Glad to take your question, Paul! The passage at issue is Mark 6.14-16, concerning reports of Jesus’ ministry of miracle-working:

King Herod heard of it; for Jesus’ name had become known. Some said, ‘John the baptizer has been raised from the dead; that is why these powers are at work in him.’ But others said, ‘It is Elijah.’ And others said, ‘It is a prophet, like one of the prophets of old.’ But when Herod heard of it he said, ‘John, whom I beheaded, has been raised.’

One of the facts which must be explained by any historian wishing to give an account of Jesus’ fate and the origin of the Jesus movement after his death is the fact that the earliest disciples came suddenly and sincerely to believe that Jesus was risen from the dead despite every predisposition to the contrary. For example, the idea of the resurrection of an isolated person apart from and in advance of the general resurrection at the end of the world was simply unknown in ancient Judaism. That datum makes it more challenging to explain why the disciples came to believe such a thing of Jesus.

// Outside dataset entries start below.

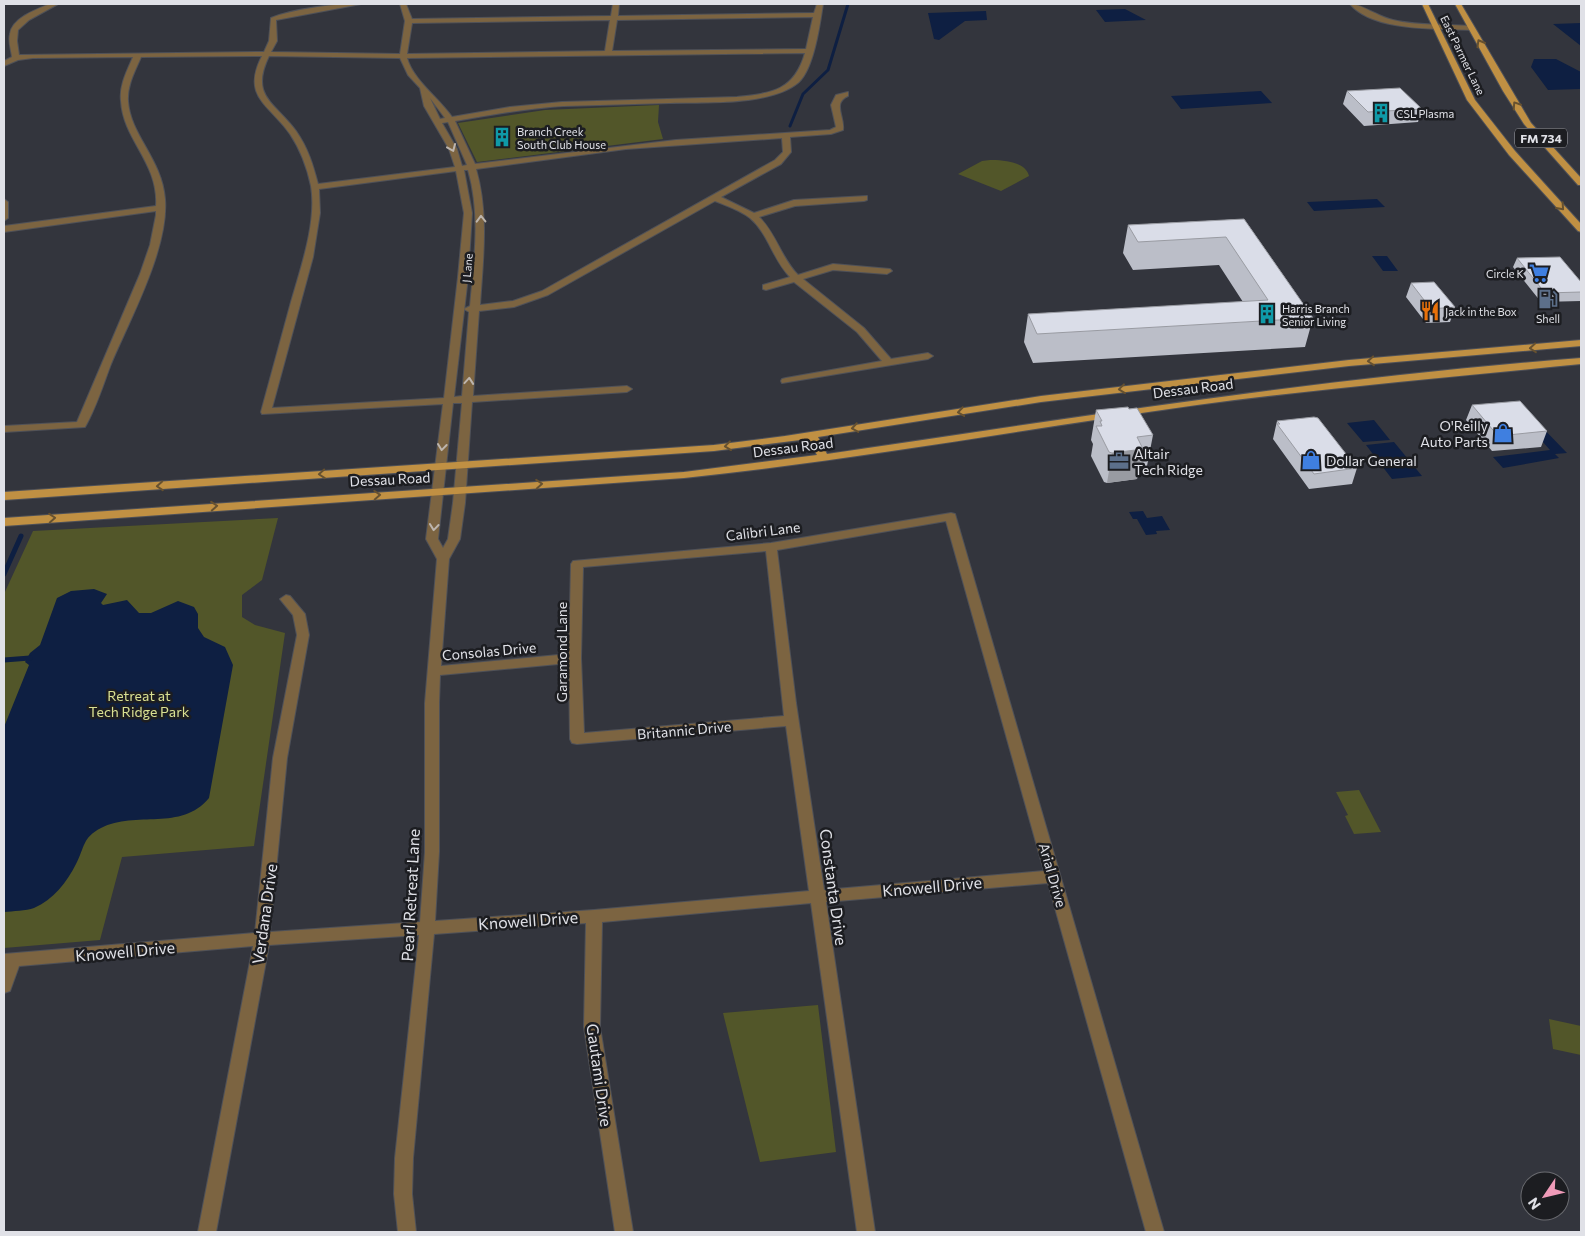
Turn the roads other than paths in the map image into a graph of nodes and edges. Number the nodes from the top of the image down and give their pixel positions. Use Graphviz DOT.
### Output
graph roads {
  1 [pos="55,4"];
  2 [pos="358,4"];
  3 [pos="403,4"];
  4 [pos="616,4"];
  5 [pos="820,4"];
  6 [pos="1353,4"];
  7 [pos="1425,4"];
  8 [pos="1458,4"];
  9 [pos="817,15"];
  10 [pos="614,17"];
  11 [pos="409,20"];
  12 [pos="1436,26"];
  13 [pos="1471,28"];
  14 [pos="808,51"];
  15 [pos="266,54"];
  16 [pos="608,54"];
  17 [pos="138,55"];
  18 [pos="404,56"];
  19 [pos="16,58"];
  20 [pos="4,64"];
  21 [pos="423,89"];
  22 [pos="845,94"];
  23 [pos="450,119"];
  24 [pos="437,122"];
  25 [pos="786,135"];
  26 [pos="472,167"];
  27 [pos="459,168"];
  28 [pos="1581,183"];
  29 [pos="315,187"];
  30 [pos="715,198"];
  31 [pos="864,198"];
  32 [pos="4,202"];
  33 [pos="161,208"];
  34 [pos="753,216"];
  35 [pos="4,218"];
  36 [pos="4,229"];
  37 [pos="1581,229"];
  38 [pos="888,271"];
  39 [pos="796,278"];
  40 [pos="766,287"];
  41 [pos="475,308"];
  42 [pos="459,309"];
  43 [pos="1581,343"];
  44 [pos="928,356"];
  45 [pos="1581,360"];
  46 [pos="889,363"];
  47 [pos="1349,363"];
  48 [pos="786,381"];
  49 [pos="1367,382"];
  50 [pos="627,389"];
  51 [pos="468,399"];
  52 [pos="448,400"];
  53 [pos="4,429"];
  54 [pos="811,435"];
  55 [pos="824,459"];
  56 [pos="462,464"];
  57 [pos="440,466"];
  58 [pos="460,490"];
  59 [pos="438,492"];
  60 [pos="4,496"];
  61 [pos="952,517"];
  62 [pos="4,522"];
  63 [pos="771,547"];
  64 [pos="443,559"];
  65 [pos="577,564"];
  66 [pos="286,599"];
  67 [pos="576,658"];
  68 [pos="434,670"];
  69 [pos="792,720"];
  70 [pos="577,740"];
  71 [pos="1053,876"];
  72 [pos="817,896"];
  73 [pos="594,916"];
  74 [pos="427,927"];
  75 [pos="262,939"];
  76 [pos="8,961"];
  77 [pos="4,986"];
  78 [pos="207,1232"];
  79 [pos="407,1232"];
  80 [pos="624,1232"];
  81 [pos="866,1232"];
  82 [pos="1156,1232"];
  1 -- 19 [label="street"];
  2 -- 15 [label="street"];
  3 -- 11 [label="street"];
  4 -- 10 [label="street"];
  5 -- 9 [label="street"];
  6 -- 12 [label="street"];
  7 -- 12 [label="main road, East Parmer Lane / FM 734"];
  8 -- 13 [label="main road, East Parmer Lane / FM 734"];
  9 -- 10 [label="street"];
  9 -- 14 [label="street"];
  10 -- 11 [label="street"];
  10 -- 16 [label="street"];
  11 -- 18 [label="street"];
  12 -- 13 [label="street"];
  12 -- 37 [label="main road, East Parmer Lane / FM 734, one-way"];
  28 -- 13 [label="main road, East Parmer Lane / FM 734, one-way"];
  14 -- 16 [label="street"];
  14 -- 23 [label="street"];
  15 -- 17 [label="street"];
  15 -- 18 [label="street"];
  15 -- 29 [label="street"];
  16 -- 18 [label="street"];
  17 -- 19 [label="street"];
  17 -- 33 [label="street"];
  18 -- 21 [label="street, J Lane"];
  19 -- 20 [label="street"];
  21 -- 23 [label="street, J Lane"];
  21 -- 24 [label="street, J Lane"];
  22 -- 25 [label="street"];
  23 -- 24 [label="street"];
  23 -- 26 [label="street, J Lane"];
  24 -- 27 [label="street, J Lane, one-way"];
  25 -- 26 [label="street"];
  25 -- 30 [label="street"];
  26 -- 27 [label="street"];
  41 -- 26 [label="street, J Lane, one-way"];
  27 -- 29 [label="street"];
  27 -- 42 [label="street, J Lane"];
  29 -- 52 [label="street"];
  30 -- 34 [label="street"];
  30 -- 41 [label="street"];
  31 -- 34 [label="street"];
  32 -- 35 [label="street"];
  33 -- 36 [label="street"];
  33 -- 53 [label="street"];
  34 -- 39 [label="street"];
  38 -- 39 [label="street"];
  39 -- 40 [label="street"];
  39 -- 46 [label="street"];
  41 -- 42 [label="street"];
  51 -- 41 [label="street, J Lane, one-way"];
  42 -- 52 [label="street, J Lane"];
  43 -- 47 [label="main road, Dessau Road, one-way"];
  44 -- 46 [label="street"];
  45 -- 49 [label="main road, Dessau Road"];
  46 -- 48 [label="street"];
  47 -- 49 [label="main road"];
  47 -- 54 [label="main road, Dessau Road, one-way"];
  49 -- 55 [label="main road, Dessau Road"];
  50 -- 51 [label="street"];
  51 -- 52 [label="street"];
  51 -- 56 [label="street, J Lane"];
  52 -- 57 [label="street, J Lane, one-way"];
  54 -- 55 [label="main road"];
  54 -- 56 [label="main road, Dessau Road, one-way"];
  58 -- 55 [label="main road, Dessau Road, one-way"];
  56 -- 57 [label="main road, Dessau Road"];
  56 -- 58 [label="street, J Lane"];
  57 -- 59 [label="street, J Lane"];
  57 -- 60 [label="main road, Dessau Road, one-way"];
  58 -- 59 [label="main road, Dessau Road"];
  58 -- 64 [label="street, J Lane"];
  62 -- 59 [label="main road, Dessau Road, one-way"];
  59 -- 64 [label="street, J Lane, one-way"];
  61 -- 63 [label="street, Calibri Lane"];
  61 -- 71 [label="street, Arial Drive"];
  63 -- 65 [label="street, Calibri Lane"];
  63 -- 69 [label="street, Constanta Drive"];
  64 -- 68 [label="street, Pearl Retreat Lane"];
  65 -- 67 [label="street, Garamond Lane"];
  66 -- 75 [label="street, Verdana Drive"];
  67 -- 68 [label="street, Consolas Drive"];
  67 -- 70 [label="street, Garamond Lane"];
  68 -- 74 [label="street, Pearl Retreat Lane"];
  69 -- 70 [label="street, Britannic Drive"];
  69 -- 72 [label="street, Constanta Drive"];
  71 -- 72 [label="street, Knowell Drive"];
  71 -- 82 [label="street, Arial Drive"];
  72 -- 73 [label="street, Knowell Drive"];
  72 -- 81 [label="street, Constanta Drive"];
  73 -- 74 [label="street, Knowell Drive"];
  73 -- 80 [label="street, Gautami Drive"];
  74 -- 75 [label="street, Knowell Drive"];
  74 -- 79 [label="street, Pearl Retreat Lane"];
  75 -- 76 [label="street, Knowell Drive"];
  75 -- 78 [label="street, Verdana Drive"];
  76 -- 77 [label="street"];
}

Some have used the passage above to dispute the claim that the idea of an isolated resurrection in the midst of history was unknown in ancient Judaism. Such a response makes a category mistake, as you note. But you seem to have misunderstood what the category mistake is. It is not a confusion between the resurrection of Messiah and the resurrection of a mere man. Rather it is the confusion between revivification and resurrection. A person revived from death merely returned to the mortal life and would die again; a resurrection in Jewish thinking was to glory and immortality. Certainly miraculous revivifications of the dead were known—Jesus himself raised the dead in that sense—, but such revivifications were not, properly speaking, resurrections. So the Markan passage does not provide a counterexample to the claim that in Judaism resurrection was always a corporate, eschatological event, any more than does Jesus’ reviving Lazarus from the grave.

What more needs to be said, however, is that Herod and the people were not talking about either John’s revivification or resurrection. This is blindingly obvious from the fact that Jesus and John were contemporaries—Jesus was active in ministry simultaneously with John. Before John was arrested and beheaded, Jesus was alive and active. So people couldn’t possibly have thought that Jesus was literally the beheaded corpse of John the Baptist brought back to life.

Rather what’s going on here, as the comment “that is why these powers are at work in him” reveals, is that people see that the mantle of John the Baptist has now fallen on Jesus. The same power that inspired John rests on Jesus, and Jesus continues what John began. It is as if one were to say that Jesus is the reincarnation of John. But that metaphor would fit a Hindu context, not a Jewish one. In a Jewish context, one would say, as Herod did, that Jesus is John risen from the dead—not literally but figuratively.

What remains to be asked is whether, when the disciples proclaimed that God had raised Jesus from the dead, they were speaking merely figuratively, not literally. Their belief in Jesus’ empty tomb and post-mortem appearances, as well as Paul’s reflections in I Corinthians 15, shows otherwise.